● Aim of the exercise: Find every line of the records that has "roads" and return it.

● Data excerpts:
■ ■ ■ ■ ■

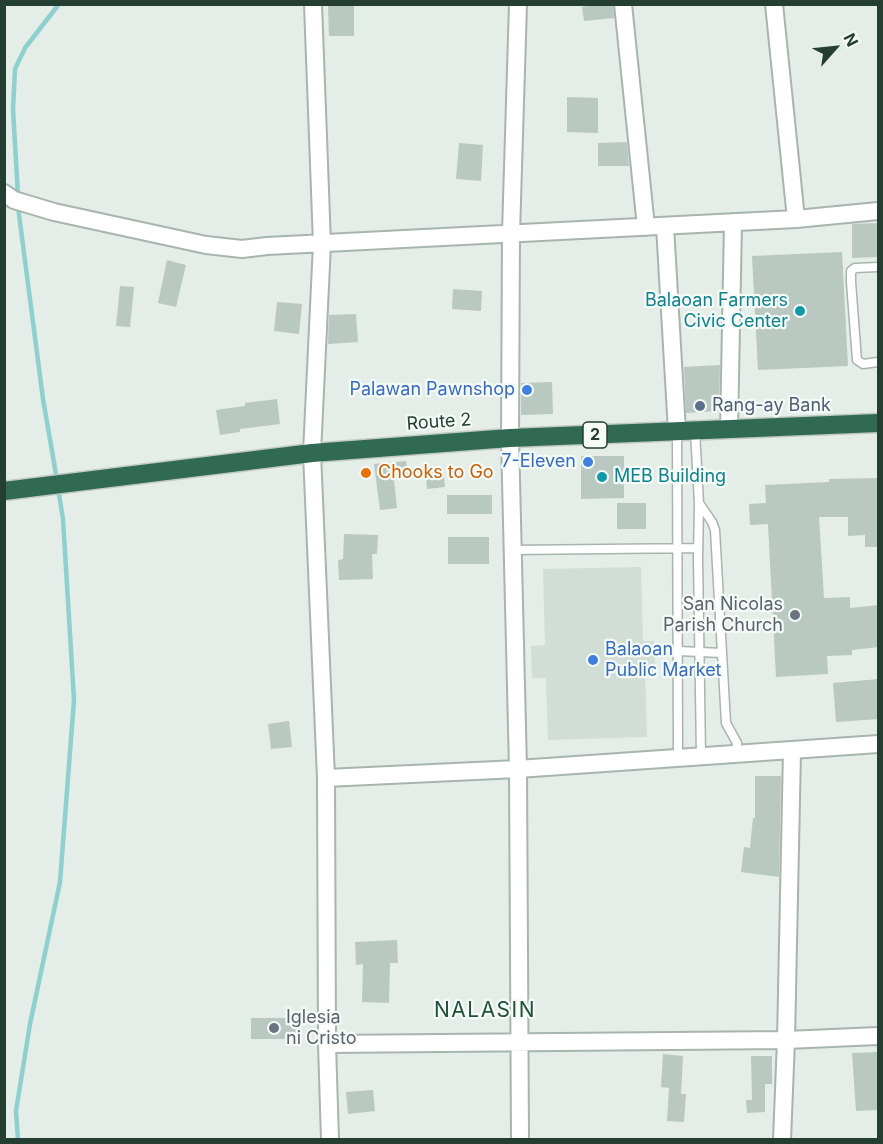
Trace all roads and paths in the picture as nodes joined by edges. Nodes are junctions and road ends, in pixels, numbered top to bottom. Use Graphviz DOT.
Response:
graph roads {
  1 [pos="313,4"];
  2 [pos="518,4"];
  3 [pos="623,4"];
  4 [pos="774,4"];
  5 [pos="4,193"];
  6 [pos="879,211"];
  7 [pos="795,219"];
  8 [pos="733,222"];
  9 [pos="665,226"];
  10 [pos="646,227"];
  11 [pos="511,233"];
  12 [pos="322,244"];
  13 [pos="879,267"];
  14 [pos="879,362"];
  15 [pos="879,423"];
  16 [pos="729,429"];
  17 [pos="686,431"];
  18 [pos="510,438"];
  19 [pos="312,453"];
  20 [pos="4,491"];
  21 [pos="699,503"];
  22 [pos="698,548"];
  23 [pos="677,549"];
  24 [pos="513,550"];
  25 [pos="678,651"];
  26 [pos="699,652"];
  27 [pos="722,653"];
  28 [pos="879,744"];
  29 [pos="792,751"];
  30 [pos="736,755"];
  31 [pos="701,757"];
  32 [pos="678,759"];
  33 [pos="518,770"];
  34 [pos="326,778"];
  35 [pos="879,1036"];
  36 [pos="786,1040"];
  37 [pos="519,1042"];
  38 [pos="327,1044"];
  39 [pos="330,1140"];
  40 [pos="520,1140"];
  41 [pos="782,1140"];
  1 -- 12 [label="street"];
  2 -- 11 [label="street"];
  3 -- 10 [label="street"];
  4 -- 7 [label="street"];
  5 -- 12 [label="street"];
  6 -- 7 [label="street"];
  7 -- 8 [label="street"];
  8 -- 9 [label="street"];
  8 -- 16 [label="street"];
  9 -- 10 [label="street"];
  9 -- 17 [label="street"];
  10 -- 11 [label="street"];
  11 -- 12 [label="street"];
  11 -- 18 [label="street"];
  12 -- 19 [label="street"];
  13 -- 14 [label="lane"];
  15 -- 16 [label="highway, Route 2 / 2"];
  16 -- 17 [label="highway, Route 2 / 2"];
  17 -- 18 [label="highway, Route 2 / 2"];
  17 -- 21 [label="lane"];
  17 -- 23 [label="lane"];
  18 -- 19 [label="highway, Route 2 / 2"];
  18 -- 24 [label="street"];
  19 -- 20 [label="highway, Route 2 / 2"];
  19 -- 34 [label="street"];
  21 -- 22 [label="lane"];
  21 -- 27 [label="lane"];
  22 -- 23 [label="lane"];
  22 -- 26 [label="lane"];
  23 -- 24 [label="lane"];
  23 -- 25 [label="lane"];
  24 -- 33 [label="street"];
  25 -- 26 [label="lane"];
  25 -- 32 [label="lane"];
  26 -- 27 [label="lane"];
  26 -- 31 [label="lane"];
  27 -- 30 [label="lane"];
  28 -- 29 [label="street"];
  29 -- 30 [label="street"];
  29 -- 36 [label="street"];
  30 -- 31 [label="street"];
  31 -- 32 [label="street"];
  32 -- 33 [label="street"];
  33 -- 34 [label="street"];
  33 -- 37 [label="street"];
  34 -- 38 [label="street"];
  35 -- 36 [label="street"];
  36 -- 37 [label="street"];
  36 -- 41 [label="street"];
  37 -- 38 [label="street"];
  37 -- 40 [label="street"];
  38 -- 39 [label="street"];
}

■ ■ ■ ■ ■

● Output for this exercise:
Trace all roads and paths in the picture as nodes joined by edges. Nodes are junctions and road ends, in pixels, numbered top to bottom. Use Graphviz DOT.
graph roads {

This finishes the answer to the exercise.